There are also signs of early humans in India: Excavation in Jwalapuram, southern India, in 2007 found evidence of people there 78,000 years ago.

“I argue that Homo sapiens made it to India before the Mount Toba eruption 74,000 years ago,” Petraglia says. (Toba, a volcano in Indonesia,
produced a catastrophic eruption back then that spread ash worldwide; Petraglia, however, doesn’t fully buy the theory that Toba also produced a global volcanic winter that lasted years and killed off all of Asia’s humans.) Also, teeth previously found in Sumatra turned out to belong to anatomically modern humans who lived 63,000 to 73,000 years ago.

Then there are the Australian Aborigines, who may have reached the continent as much as 70,000 years ago. Geneticists estimate their arrival at around 60,000 years ago (and would argue that any earlier humans before genetic coalescence in Australia went extinct). But frankly, either puts quite the damper on the “Out of Africa” 60,000 years ago theory. They weren’t beamed over by a simian Scotty.

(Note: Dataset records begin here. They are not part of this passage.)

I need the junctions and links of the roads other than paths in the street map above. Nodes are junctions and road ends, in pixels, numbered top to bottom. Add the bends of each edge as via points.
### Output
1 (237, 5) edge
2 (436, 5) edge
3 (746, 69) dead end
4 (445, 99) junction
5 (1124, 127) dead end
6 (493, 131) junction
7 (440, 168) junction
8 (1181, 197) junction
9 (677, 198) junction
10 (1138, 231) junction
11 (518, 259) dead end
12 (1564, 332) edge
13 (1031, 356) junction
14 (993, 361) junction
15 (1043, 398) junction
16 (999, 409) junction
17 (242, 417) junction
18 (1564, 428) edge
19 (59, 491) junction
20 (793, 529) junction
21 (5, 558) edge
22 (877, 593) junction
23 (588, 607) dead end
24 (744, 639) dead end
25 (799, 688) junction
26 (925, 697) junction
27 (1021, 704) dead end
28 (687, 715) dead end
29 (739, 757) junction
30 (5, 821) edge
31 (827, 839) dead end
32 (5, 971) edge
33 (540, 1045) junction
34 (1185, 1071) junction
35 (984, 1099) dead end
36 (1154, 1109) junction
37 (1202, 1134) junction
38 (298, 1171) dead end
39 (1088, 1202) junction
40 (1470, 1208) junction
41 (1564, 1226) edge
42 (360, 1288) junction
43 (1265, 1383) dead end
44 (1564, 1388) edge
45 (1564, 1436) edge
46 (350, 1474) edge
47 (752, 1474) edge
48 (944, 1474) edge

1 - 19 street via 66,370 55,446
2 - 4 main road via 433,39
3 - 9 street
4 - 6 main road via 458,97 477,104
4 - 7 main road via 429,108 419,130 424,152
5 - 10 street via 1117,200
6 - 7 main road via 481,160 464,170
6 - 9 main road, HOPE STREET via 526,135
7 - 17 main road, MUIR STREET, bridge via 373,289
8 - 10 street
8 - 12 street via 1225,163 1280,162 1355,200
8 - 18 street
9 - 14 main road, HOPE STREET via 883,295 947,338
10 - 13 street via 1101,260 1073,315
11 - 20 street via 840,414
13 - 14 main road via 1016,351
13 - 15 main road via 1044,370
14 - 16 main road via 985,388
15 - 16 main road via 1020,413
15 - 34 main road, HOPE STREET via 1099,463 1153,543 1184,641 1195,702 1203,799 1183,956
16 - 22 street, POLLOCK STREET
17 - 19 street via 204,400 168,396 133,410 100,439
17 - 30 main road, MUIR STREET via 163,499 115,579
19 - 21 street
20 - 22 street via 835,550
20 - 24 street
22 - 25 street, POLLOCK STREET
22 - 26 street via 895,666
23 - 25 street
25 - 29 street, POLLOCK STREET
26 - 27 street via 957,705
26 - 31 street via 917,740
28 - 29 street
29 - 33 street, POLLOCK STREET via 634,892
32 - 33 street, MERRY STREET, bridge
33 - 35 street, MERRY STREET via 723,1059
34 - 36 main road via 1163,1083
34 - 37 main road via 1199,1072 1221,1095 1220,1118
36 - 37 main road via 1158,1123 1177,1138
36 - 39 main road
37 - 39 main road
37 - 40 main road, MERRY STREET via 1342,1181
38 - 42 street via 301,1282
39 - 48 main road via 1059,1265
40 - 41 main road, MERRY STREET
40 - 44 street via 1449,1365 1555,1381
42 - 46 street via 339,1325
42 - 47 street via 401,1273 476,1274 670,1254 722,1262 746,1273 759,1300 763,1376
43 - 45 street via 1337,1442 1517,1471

“There was no exit event from Africa, there was a constant leak. Dispersal was early onset and, also, multiple,” Petraglia sums up.

The latest genetic studies indicate that most of us do arise from that great exit 60,000 years ago. But older humans left genetic traces in certain population groups, notably isolated Papua New Guineans. Some 2 percent of their DNA arises from that earliest movement out of Africa over 100,000 years ago, says Petraglia. Evidently, the later people mated with earlier people who had survived.

To be clear, not even geneticists agree about archaic genes in modern genomes. They’re still wrangling over the base mutation rate.

But the evidence is leaning toward pre-60,000-year-old waves of human migration out of Africa. Most probably died out, or were simply diluted out by later generations. But first our frisky forefathers had sex with other humans and hominins. At the very least, they bred with Denisovans, Neanderthals and at least one unknown one that left “ghost” signals in some groups’ DNA.

When? We don’t know, but we do know the other hominin types were living across Eurasia when Homo sapiens got there between 125,000 and 60,000 years ago, Petraglia says. “Opportunities for interbreeding were certainly there for people in an early exodus,” he adds.

What about Homo floresiensis – the midget human species also known as the “hobbit,” discovered on the island of Flores? Does it support incredibly early dispersal of humans? The consensus nowadays is that it was an isolated population of Neanderthals that descended from Homo erectus. Or it might have been some Neanderthal hybrid with another hominin species. But modern man it was not, explains Petraglia.

He also points out there’s very little human archaeological and genetic work from Asia. There are vast gaps in our knowledge of early human development there.

“We think of Homo sapiens as such a successful species, but I think extinction happened to many of these groups,” he concludes. “We might be able to see early exodus in archaeology and in fossils, but what happened to all these people? In most Eurasians today, geneticists are not finding them.